One of my favorite books is by Marianne Wex. She photographed men's and women's body language and posture. She wrote about the differences between them as well as posed them in reversed poses (men doing feminine postures and vice versa). In many ways it is a very 70s type of feminist book, but for me it is also a book that grants importance to human physicality in a way that's more intellectual than I'd ever encountered before.

The book is called Let's Take Back Our Space: on "Female" and "Male" Body Language and I can find very little information about it online.

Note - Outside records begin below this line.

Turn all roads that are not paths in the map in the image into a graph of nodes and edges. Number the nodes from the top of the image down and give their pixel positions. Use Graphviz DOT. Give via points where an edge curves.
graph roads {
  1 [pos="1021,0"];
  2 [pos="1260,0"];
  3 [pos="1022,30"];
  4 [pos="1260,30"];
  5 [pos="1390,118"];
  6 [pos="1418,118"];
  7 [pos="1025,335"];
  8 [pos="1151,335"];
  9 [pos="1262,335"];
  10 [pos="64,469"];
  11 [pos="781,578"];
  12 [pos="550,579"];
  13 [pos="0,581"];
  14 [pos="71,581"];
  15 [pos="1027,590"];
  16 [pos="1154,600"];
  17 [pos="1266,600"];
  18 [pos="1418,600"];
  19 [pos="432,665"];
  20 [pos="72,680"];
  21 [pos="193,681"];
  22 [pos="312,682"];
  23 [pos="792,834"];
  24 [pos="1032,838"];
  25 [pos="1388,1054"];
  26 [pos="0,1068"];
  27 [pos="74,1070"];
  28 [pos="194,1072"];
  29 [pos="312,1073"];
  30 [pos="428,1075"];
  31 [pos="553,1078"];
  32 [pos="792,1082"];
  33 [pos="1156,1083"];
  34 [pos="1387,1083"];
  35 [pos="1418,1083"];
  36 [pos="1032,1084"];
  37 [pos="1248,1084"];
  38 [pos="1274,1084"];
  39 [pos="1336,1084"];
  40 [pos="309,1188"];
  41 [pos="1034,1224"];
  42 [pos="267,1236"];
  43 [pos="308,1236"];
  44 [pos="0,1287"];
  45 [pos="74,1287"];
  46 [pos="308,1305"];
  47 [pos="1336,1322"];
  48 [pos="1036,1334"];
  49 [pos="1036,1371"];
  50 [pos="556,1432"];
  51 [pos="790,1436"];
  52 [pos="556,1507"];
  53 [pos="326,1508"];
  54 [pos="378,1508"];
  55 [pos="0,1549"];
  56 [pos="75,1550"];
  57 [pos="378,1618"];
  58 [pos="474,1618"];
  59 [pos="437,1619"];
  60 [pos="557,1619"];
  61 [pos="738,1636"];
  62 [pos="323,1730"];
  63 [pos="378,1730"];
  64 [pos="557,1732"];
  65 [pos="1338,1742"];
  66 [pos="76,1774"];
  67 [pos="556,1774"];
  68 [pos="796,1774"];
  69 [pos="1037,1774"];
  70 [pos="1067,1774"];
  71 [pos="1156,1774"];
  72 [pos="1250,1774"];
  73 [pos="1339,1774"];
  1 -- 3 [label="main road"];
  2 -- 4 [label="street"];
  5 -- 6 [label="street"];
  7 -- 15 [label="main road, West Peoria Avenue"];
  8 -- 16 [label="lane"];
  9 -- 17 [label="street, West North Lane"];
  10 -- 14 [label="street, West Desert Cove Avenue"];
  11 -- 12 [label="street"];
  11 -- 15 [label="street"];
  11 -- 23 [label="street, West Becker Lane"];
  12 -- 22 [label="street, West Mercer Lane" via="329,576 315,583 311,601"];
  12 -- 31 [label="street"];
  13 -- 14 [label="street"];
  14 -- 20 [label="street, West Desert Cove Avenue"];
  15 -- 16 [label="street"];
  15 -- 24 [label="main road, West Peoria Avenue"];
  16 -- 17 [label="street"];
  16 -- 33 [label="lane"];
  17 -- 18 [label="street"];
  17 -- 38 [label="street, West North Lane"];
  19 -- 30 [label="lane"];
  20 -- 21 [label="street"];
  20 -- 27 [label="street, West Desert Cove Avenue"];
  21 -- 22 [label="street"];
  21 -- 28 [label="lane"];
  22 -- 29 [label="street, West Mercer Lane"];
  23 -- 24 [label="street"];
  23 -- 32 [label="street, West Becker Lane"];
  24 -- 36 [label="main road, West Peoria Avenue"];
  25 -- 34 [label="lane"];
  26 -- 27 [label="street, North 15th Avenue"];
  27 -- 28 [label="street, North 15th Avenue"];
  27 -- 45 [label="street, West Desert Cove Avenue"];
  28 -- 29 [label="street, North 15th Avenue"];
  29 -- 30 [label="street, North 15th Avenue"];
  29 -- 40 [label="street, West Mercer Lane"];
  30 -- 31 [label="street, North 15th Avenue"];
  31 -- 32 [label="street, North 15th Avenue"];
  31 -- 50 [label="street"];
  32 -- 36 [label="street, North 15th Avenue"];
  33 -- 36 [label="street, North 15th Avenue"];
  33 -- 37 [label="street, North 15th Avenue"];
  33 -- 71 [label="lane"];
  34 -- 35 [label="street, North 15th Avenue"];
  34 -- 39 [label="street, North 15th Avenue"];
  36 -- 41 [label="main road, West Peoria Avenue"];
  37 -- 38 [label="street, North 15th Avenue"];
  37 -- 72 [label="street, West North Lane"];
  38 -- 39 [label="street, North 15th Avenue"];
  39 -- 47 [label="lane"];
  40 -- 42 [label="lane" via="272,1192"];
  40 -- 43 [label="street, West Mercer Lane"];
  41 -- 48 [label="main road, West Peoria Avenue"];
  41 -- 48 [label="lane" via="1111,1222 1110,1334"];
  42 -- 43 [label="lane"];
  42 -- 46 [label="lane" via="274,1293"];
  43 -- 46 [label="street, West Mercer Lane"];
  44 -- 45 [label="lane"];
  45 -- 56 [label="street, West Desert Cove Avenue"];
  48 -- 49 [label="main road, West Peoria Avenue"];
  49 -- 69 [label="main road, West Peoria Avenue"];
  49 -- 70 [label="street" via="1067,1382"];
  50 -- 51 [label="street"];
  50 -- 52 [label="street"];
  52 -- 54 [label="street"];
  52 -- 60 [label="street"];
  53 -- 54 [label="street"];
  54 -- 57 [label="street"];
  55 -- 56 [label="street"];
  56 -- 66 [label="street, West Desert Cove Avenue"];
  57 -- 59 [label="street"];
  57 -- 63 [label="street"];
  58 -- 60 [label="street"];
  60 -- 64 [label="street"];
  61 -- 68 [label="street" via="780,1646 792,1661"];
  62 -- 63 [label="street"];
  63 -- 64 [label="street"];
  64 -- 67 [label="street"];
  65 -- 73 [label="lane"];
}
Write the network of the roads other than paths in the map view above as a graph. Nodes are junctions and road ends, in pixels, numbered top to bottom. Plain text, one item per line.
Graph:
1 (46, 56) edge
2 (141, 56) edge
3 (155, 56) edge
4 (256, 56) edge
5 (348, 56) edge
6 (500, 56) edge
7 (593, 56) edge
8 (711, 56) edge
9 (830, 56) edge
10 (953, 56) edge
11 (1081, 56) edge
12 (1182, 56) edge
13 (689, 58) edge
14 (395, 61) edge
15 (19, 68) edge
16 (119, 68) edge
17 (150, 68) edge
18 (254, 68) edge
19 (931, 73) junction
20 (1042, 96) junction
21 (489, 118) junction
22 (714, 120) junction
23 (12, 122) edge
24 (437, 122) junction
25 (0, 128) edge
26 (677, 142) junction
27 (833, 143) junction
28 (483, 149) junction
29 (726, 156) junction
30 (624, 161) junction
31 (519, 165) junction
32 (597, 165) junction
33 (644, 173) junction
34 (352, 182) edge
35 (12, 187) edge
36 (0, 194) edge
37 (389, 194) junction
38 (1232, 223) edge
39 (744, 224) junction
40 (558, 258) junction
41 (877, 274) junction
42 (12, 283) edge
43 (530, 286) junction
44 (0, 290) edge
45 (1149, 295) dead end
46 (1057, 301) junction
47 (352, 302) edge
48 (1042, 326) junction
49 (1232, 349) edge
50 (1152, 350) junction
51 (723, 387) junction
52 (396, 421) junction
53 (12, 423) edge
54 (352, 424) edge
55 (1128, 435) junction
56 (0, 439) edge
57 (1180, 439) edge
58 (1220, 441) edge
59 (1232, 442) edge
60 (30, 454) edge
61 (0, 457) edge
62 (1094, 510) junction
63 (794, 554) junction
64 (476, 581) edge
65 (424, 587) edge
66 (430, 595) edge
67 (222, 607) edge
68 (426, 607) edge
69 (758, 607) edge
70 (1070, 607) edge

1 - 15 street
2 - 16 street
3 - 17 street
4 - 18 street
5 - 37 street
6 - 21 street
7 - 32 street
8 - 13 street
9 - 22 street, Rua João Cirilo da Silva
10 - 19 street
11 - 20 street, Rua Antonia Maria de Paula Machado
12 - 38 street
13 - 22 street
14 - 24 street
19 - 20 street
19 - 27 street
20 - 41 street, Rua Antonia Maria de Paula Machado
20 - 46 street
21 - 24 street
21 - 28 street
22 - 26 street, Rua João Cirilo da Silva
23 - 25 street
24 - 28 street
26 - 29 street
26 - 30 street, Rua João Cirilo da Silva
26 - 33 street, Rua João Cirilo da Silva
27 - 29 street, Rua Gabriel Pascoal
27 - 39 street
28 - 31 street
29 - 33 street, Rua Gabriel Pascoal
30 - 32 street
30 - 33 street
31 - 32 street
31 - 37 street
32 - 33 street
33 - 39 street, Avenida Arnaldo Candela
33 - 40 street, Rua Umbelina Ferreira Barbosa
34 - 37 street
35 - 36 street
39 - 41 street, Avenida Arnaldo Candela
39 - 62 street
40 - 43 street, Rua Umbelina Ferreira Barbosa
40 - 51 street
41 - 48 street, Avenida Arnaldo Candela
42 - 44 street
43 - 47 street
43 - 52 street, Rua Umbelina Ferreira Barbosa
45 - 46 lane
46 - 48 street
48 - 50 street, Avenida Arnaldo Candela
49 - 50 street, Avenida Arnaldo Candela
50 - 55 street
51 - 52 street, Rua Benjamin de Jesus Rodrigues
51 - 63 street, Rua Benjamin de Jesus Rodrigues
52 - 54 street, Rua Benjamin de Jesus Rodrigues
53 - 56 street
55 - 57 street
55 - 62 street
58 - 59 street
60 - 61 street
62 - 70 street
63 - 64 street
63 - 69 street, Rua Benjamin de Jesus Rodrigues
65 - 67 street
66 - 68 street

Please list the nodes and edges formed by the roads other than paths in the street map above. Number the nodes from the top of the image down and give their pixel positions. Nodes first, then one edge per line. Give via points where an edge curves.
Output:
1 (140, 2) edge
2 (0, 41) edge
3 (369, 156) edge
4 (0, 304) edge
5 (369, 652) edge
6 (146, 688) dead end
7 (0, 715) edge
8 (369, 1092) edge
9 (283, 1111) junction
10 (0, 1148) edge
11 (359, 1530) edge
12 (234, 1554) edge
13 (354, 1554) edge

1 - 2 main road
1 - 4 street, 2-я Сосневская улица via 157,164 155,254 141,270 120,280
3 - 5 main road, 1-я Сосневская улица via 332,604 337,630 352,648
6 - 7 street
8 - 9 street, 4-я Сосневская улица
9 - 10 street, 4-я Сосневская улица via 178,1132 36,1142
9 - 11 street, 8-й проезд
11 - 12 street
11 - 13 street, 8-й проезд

I've found a bunch articles that reference the work that are good, but don't really talk about it in the way I've found it interesting (in terms of thinking about clothing). Here are a few good links in English (there are loads more in German):

Jo Freeman
Dr. Allen Farber
This one's a bit of a mystery, you have to click through an agreement form....
Daniel Chandler

I believe this is the biblio info from the book I used at the CSM libraries:
Wex, Marianne (1979): ‘Let’s Take Back Our Space’: "Female" and "Male" Body Language as a Result of Patriarchal Structures (trans. Johanna Albert). Berlin: Frauenliteraturverlag Hermine Fees

I didn't write down any of this information myself so I'm not really sure this is correct, but as far as I can tell this is her only book. The pictures on this page are all scans from my photocopies and unfortunately the only pictorial evidence I could find of the Wex's work online or off. If anyone has more information about Marianne Wex and her work I'd love to hear about it!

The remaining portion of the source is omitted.